_What is being asked_
Give back every line of the material below that has the string "main".

_Working data_
.....
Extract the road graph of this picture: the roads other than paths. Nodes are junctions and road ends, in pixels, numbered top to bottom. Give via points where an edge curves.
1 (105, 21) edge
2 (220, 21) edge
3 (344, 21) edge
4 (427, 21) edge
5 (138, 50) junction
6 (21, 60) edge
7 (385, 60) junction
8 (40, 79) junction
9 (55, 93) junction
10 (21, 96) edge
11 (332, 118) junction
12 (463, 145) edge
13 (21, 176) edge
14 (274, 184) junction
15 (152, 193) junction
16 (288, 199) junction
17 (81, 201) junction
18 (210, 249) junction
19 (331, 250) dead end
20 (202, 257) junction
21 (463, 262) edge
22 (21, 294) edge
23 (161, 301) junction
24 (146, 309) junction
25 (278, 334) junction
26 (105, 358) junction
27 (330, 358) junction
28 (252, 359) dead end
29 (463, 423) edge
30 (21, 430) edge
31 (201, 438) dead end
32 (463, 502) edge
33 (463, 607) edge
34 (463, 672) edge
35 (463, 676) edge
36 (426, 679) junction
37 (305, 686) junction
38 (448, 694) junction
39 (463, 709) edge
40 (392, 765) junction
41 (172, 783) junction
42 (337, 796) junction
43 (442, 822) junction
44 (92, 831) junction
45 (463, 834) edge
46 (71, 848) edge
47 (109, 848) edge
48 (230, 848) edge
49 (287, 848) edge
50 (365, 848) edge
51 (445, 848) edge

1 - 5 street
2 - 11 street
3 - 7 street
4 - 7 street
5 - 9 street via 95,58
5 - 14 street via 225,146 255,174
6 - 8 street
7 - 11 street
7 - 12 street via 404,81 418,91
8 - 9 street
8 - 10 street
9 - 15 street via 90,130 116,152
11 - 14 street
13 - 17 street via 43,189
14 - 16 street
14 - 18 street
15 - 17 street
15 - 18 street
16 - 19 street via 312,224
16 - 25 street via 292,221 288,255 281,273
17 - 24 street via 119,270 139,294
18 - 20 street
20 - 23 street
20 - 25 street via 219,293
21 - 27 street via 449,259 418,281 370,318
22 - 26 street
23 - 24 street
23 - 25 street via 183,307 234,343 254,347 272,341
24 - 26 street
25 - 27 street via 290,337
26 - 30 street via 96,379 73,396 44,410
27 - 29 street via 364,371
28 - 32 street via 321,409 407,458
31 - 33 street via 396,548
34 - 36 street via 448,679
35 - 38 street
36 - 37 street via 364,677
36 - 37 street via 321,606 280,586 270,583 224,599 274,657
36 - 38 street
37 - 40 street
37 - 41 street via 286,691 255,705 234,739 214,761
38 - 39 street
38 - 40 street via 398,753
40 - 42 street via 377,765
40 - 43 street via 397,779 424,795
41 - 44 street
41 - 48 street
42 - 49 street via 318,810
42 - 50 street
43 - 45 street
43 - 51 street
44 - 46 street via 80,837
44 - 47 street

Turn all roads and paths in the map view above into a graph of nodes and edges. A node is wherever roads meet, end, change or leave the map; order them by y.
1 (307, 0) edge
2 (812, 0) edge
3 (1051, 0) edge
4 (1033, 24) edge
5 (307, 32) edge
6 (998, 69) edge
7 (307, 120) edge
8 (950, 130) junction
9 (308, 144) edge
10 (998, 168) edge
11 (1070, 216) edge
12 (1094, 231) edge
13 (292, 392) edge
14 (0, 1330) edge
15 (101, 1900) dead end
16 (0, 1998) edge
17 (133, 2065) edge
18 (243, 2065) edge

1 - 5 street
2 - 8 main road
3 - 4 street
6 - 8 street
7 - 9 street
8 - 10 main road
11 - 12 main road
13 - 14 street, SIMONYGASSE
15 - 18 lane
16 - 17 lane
.....
_Solution_
2 - 8 main road
8 - 10 main road
11 - 12 main road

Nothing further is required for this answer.